• **Work to be completed**: Here is a listing. Write it out again without a single difference.
━━━━━━━━
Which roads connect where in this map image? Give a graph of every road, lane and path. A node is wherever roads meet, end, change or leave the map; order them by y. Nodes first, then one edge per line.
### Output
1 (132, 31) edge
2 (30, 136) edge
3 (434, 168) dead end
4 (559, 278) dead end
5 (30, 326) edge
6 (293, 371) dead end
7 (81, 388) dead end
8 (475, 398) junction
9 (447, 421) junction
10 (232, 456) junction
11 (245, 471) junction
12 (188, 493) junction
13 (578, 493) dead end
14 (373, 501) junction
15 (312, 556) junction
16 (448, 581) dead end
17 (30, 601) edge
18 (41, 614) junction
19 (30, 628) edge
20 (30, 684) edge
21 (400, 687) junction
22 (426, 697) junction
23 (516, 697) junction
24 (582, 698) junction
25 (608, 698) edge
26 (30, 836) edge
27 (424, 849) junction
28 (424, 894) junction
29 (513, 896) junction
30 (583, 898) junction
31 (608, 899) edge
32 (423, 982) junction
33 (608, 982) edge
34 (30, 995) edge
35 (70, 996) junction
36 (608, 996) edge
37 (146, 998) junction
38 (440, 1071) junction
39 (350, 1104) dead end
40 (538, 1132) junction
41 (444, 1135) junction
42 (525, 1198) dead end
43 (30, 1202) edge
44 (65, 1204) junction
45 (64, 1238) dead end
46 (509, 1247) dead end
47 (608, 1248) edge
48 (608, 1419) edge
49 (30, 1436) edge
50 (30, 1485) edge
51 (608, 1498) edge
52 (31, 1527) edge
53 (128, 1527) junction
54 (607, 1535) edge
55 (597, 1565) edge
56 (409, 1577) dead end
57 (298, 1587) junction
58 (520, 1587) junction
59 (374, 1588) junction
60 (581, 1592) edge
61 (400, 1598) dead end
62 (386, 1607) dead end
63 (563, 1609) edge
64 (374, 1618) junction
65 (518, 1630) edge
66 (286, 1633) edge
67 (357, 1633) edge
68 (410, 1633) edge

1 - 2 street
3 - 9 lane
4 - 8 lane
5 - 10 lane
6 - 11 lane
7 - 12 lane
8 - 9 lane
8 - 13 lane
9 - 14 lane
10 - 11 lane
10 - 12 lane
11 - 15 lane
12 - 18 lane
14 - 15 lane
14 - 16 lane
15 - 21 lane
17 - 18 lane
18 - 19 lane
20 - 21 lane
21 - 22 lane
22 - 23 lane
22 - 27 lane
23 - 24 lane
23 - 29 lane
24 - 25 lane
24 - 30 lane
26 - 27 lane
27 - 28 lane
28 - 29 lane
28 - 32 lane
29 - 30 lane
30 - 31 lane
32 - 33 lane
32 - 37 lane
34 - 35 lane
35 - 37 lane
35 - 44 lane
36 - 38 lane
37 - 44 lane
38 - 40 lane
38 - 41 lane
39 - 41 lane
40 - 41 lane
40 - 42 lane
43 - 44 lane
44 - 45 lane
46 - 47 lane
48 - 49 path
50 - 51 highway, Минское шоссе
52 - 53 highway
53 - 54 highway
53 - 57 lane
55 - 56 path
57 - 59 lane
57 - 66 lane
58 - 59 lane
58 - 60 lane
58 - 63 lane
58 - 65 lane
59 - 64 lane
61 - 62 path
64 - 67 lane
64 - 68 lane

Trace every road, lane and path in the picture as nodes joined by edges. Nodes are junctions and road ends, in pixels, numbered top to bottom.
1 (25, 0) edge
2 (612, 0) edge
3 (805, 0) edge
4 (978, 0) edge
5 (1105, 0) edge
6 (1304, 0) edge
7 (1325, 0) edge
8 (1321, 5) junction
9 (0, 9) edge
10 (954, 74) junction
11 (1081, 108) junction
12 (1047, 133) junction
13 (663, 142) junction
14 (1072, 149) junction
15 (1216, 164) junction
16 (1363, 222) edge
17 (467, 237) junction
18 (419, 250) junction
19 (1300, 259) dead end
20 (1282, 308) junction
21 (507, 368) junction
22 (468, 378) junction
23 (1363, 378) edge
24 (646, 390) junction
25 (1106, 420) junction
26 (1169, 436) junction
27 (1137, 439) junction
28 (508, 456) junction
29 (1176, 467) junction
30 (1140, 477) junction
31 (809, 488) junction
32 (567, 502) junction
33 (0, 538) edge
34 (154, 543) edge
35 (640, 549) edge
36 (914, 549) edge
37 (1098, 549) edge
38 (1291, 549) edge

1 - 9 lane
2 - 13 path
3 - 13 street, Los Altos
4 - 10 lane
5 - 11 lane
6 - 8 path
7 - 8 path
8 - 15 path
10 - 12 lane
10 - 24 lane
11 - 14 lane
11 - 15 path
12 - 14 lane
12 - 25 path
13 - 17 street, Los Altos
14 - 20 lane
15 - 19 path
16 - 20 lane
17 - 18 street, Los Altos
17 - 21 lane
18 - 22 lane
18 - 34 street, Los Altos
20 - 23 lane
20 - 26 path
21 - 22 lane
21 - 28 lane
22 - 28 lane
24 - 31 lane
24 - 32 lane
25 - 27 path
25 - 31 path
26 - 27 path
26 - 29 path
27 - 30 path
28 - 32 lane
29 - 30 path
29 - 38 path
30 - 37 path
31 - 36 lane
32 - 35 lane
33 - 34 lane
━━━━━━━━
• **Expected output**:
Which roads connect where in this map image? Give a graph of every road, lane and path. A node is wherever roads meet, end, change or leave the map; order them by y. Nodes first, then one edge per line.
### Output
1 (132, 31) edge
2 (30, 136) edge
3 (434, 168) dead end
4 (559, 278) dead end
5 (30, 326) edge
6 (293, 371) dead end
7 (81, 388) dead end
8 (475, 398) junction
9 (447, 421) junction
10 (232, 456) junction
11 (245, 471) junction
12 (188, 493) junction
13 (578, 493) dead end
14 (373, 501) junction
15 (312, 556) junction
16 (448, 581) dead end
17 (30, 601) edge
18 (41, 614) junction
19 (30, 628) edge
20 (30, 684) edge
21 (400, 687) junction
22 (426, 697) junction
23 (516, 697) junction
24 (582, 698) junction
25 (608, 698) edge
26 (30, 836) edge
27 (424, 849) junction
28 (424, 894) junction
29 (513, 896) junction
30 (583, 898) junction
31 (608, 899) edge
32 (423, 982) junction
33 (608, 982) edge
34 (30, 995) edge
35 (70, 996) junction
36 (608, 996) edge
37 (146, 998) junction
38 (440, 1071) junction
39 (350, 1104) dead end
40 (538, 1132) junction
41 (444, 1135) junction
42 (525, 1198) dead end
43 (30, 1202) edge
44 (65, 1204) junction
45 (64, 1238) dead end
46 (509, 1247) dead end
47 (608, 1248) edge
48 (608, 1419) edge
49 (30, 1436) edge
50 (30, 1485) edge
51 (608, 1498) edge
52 (31, 1527) edge
53 (128, 1527) junction
54 (607, 1535) edge
55 (597, 1565) edge
56 (409, 1577) dead end
57 (298, 1587) junction
58 (520, 1587) junction
59 (374, 1588) junction
60 (581, 1592) edge
61 (400, 1598) dead end
62 (386, 1607) dead end
63 (563, 1609) edge
64 (374, 1618) junction
65 (518, 1630) edge
66 (286, 1633) edge
67 (357, 1633) edge
68 (410, 1633) edge

1 - 2 street
3 - 9 lane
4 - 8 lane
5 - 10 lane
6 - 11 lane
7 - 12 lane
8 - 9 lane
8 - 13 lane
9 - 14 lane
10 - 11 lane
10 - 12 lane
11 - 15 lane
12 - 18 lane
14 - 15 lane
14 - 16 lane
15 - 21 lane
17 - 18 lane
18 - 19 lane
20 - 21 lane
21 - 22 lane
22 - 23 lane
22 - 27 lane
23 - 24 lane
23 - 29 lane
24 - 25 lane
24 - 30 lane
26 - 27 lane
27 - 28 lane
28 - 29 lane
28 - 32 lane
29 - 30 lane
30 - 31 lane
32 - 33 lane
32 - 37 lane
34 - 35 lane
35 - 37 lane
35 - 44 lane
36 - 38 lane
37 - 44 lane
38 - 40 lane
38 - 41 lane
39 - 41 lane
40 - 41 lane
40 - 42 lane
43 - 44 lane
44 - 45 lane
46 - 47 lane
48 - 49 path
50 - 51 highway, Минское шоссе
52 - 53 highway
53 - 54 highway
53 - 57 lane
55 - 56 path
57 - 59 lane
57 - 66 lane
58 - 59 lane
58 - 60 lane
58 - 63 lane
58 - 65 lane
59 - 64 lane
61 - 62 path
64 - 67 lane
64 - 68 lane

Trace every road, lane and path in the picture as nodes joined by edges. Nodes are junctions and road ends, in pixels, numbered top to bottom.
1 (25, 0) edge
2 (612, 0) edge
3 (805, 0) edge
4 (978, 0) edge
5 (1105, 0) edge
6 (1304, 0) edge
7 (1325, 0) edge
8 (1321, 5) junction
9 (0, 9) edge
10 (954, 74) junction
11 (1081, 108) junction
12 (1047, 133) junction
13 (663, 142) junction
14 (1072, 149) junction
15 (1216, 164) junction
16 (1363, 222) edge
17 (467, 237) junction
18 (419, 250) junction
19 (1300, 259) dead end
20 (1282, 308) junction
21 (507, 368) junction
22 (468, 378) junction
23 (1363, 378) edge
24 (646, 390) junction
25 (1106, 420) junction
26 (1169, 436) junction
27 (1137, 439) junction
28 (508, 456) junction
29 (1176, 467) junction
30 (1140, 477) junction
31 (809, 488) junction
32 (567, 502) junction
33 (0, 538) edge
34 (154, 543) edge
35 (640, 549) edge
36 (914, 549) edge
37 (1098, 549) edge
38 (1291, 549) edge

1 - 9 lane
2 - 13 path
3 - 13 street, Los Altos
4 - 10 lane
5 - 11 lane
6 - 8 path
7 - 8 path
8 - 15 path
10 - 12 lane
10 - 24 lane
11 - 14 lane
11 - 15 path
12 - 14 lane
12 - 25 path
13 - 17 street, Los Altos
14 - 20 lane
15 - 19 path
16 - 20 lane
17 - 18 street, Los Altos
17 - 21 lane
18 - 22 lane
18 - 34 street, Los Altos
20 - 23 lane
20 - 26 path
21 - 22 lane
21 - 28 lane
22 - 28 lane
24 - 31 lane
24 - 32 lane
25 - 27 path
25 - 31 path
26 - 27 path
26 - 29 path
27 - 30 path
28 - 32 lane
29 - 30 path
29 - 38 path
30 - 37 path
31 - 36 lane
32 - 35 lane
33 - 34 lane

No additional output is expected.